◆ **YOUR OBJECTIVE**
Look through the listing and report every line that has "main" in it.

◆ **GIVEN DATA**
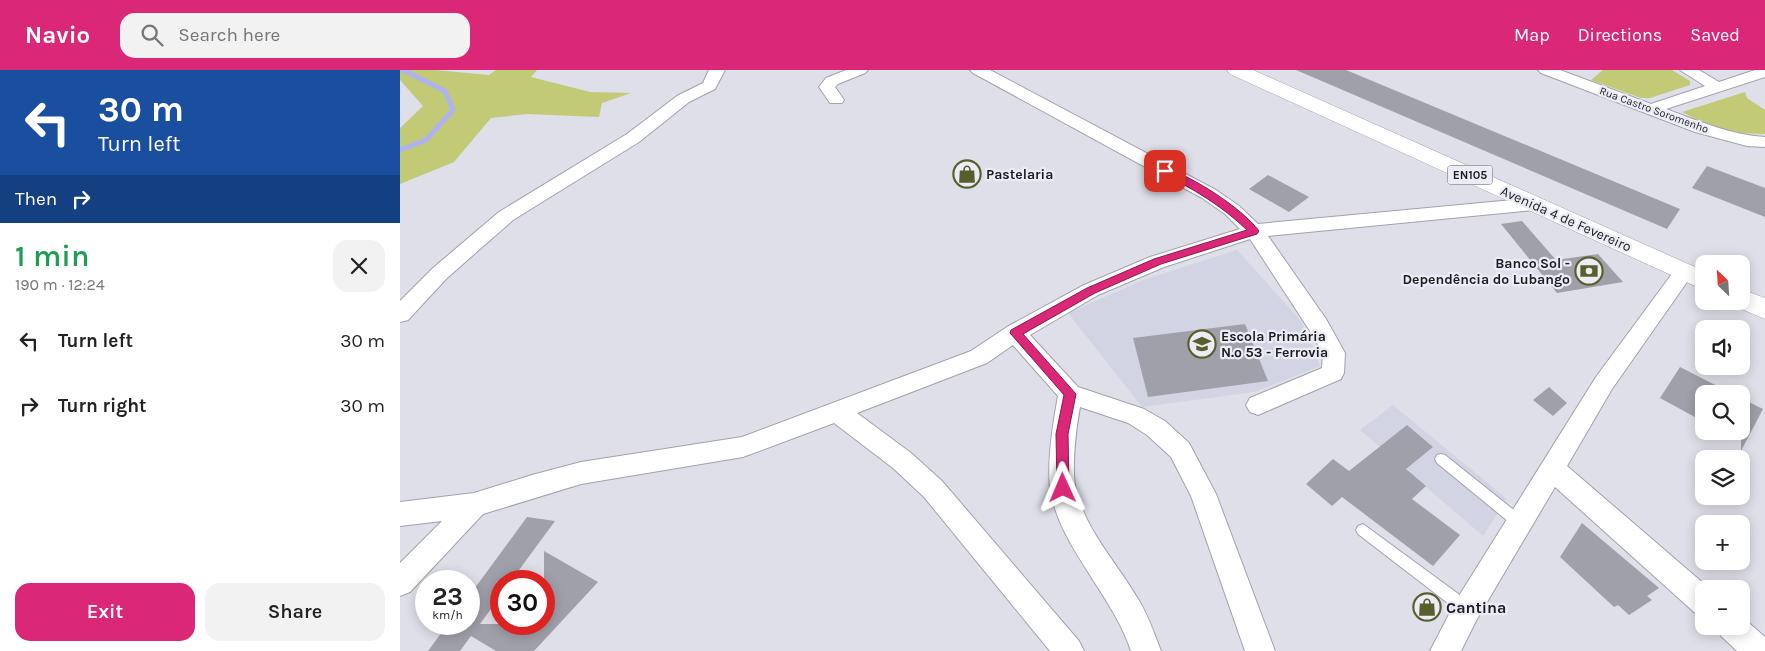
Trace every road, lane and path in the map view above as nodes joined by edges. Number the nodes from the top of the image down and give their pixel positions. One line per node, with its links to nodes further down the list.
1 (717, 70): 22 (street)
2 (860, 70): 10 (street)
3 (978, 70): 14 (street)
4 (1237, 70): 13 (main road, Avenida 4 de Fevereiro / EN105)
5 (1259, 70): 16 (main road, Avenida 4 de Fevereiro / EN105)
6 (1546, 70): 11 (street, Rua Castro Soromenho)
7 (1688, 70): 9 (street)
8 (1765, 72): 9 (street)
9 (1720, 88): 11 (street)
10 (836, 100)
11 (1651, 109): 12 (street, Rua Castro Soromenho)
12 (1765, 142)
13 (1532, 204): 14 (street); 15 (main road, Avenida 4 de Fevereiro / EN105)
14 (1254, 231): 23 (street); 25 (street)
15 (1695, 273)
16 (1695, 273)
17 (1695, 276): 28 (street)
18 (1750, 288): 19 (main road)
19 (1765, 294)
20 (1750, 302): 21 (main road)
21 (1765, 309)
22 (400, 314)
23 (1015, 333): 24 (street); 26 (street)
24 (1070, 394): 38 (street); 39 (street)
25 (1258, 405)
26 (836, 411): 29 (street); 37 (street)
27 (1441, 459): 31 (lane)
28 (1553, 469): 31 (street); 34 (street)
29 (474, 505): 30 (street); 33 (street)
30 (400, 514)
31 (1520, 523): 35 (street)
32 (1363, 530): 35 (lane)
33 (400, 583)
34 (1695, 594)
35 (1467, 609): 40 (street)
36 (1741, 635): 41 (street)
37 (1069, 651)
38 (1146, 651)
39 (1260, 651)
40 (1445, 651)
41 (1759, 651)

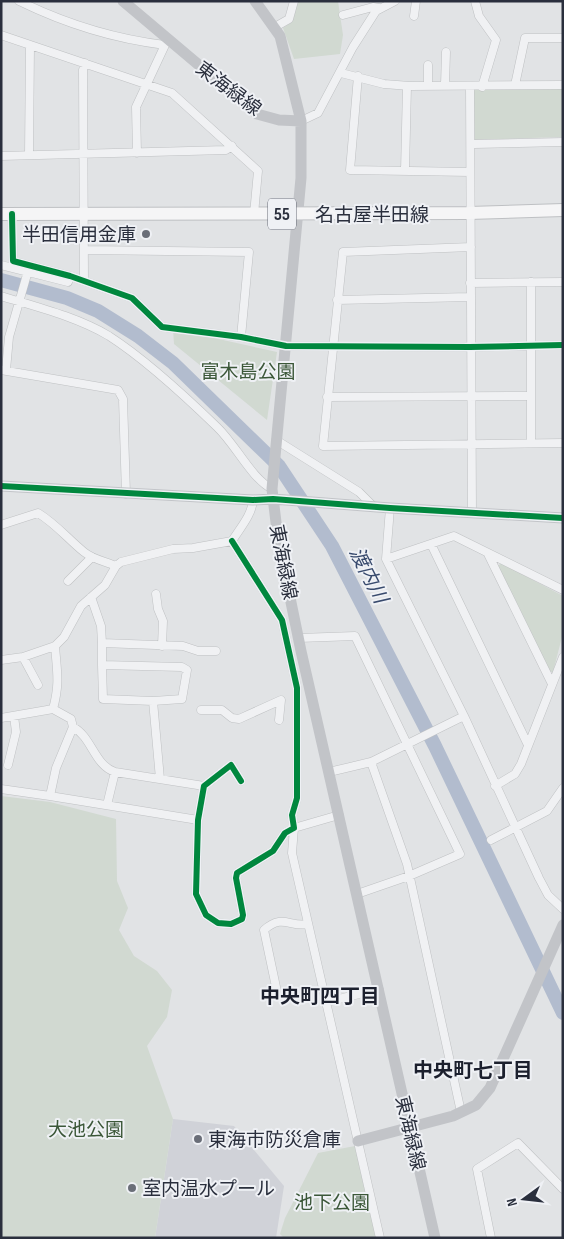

◆ **TASK ANSWER**
4 (1237, 70): 13 (main road, Avenida 4 de Fevereiro / EN105)
5 (1259, 70): 16 (main road, Avenida 4 de Fevereiro / EN105)
13 (1532, 204): 14 (street); 15 (main road, Avenida 4 de Fevereiro / EN105)
18 (1750, 288): 19 (main road)
20 (1750, 302): 21 (main road)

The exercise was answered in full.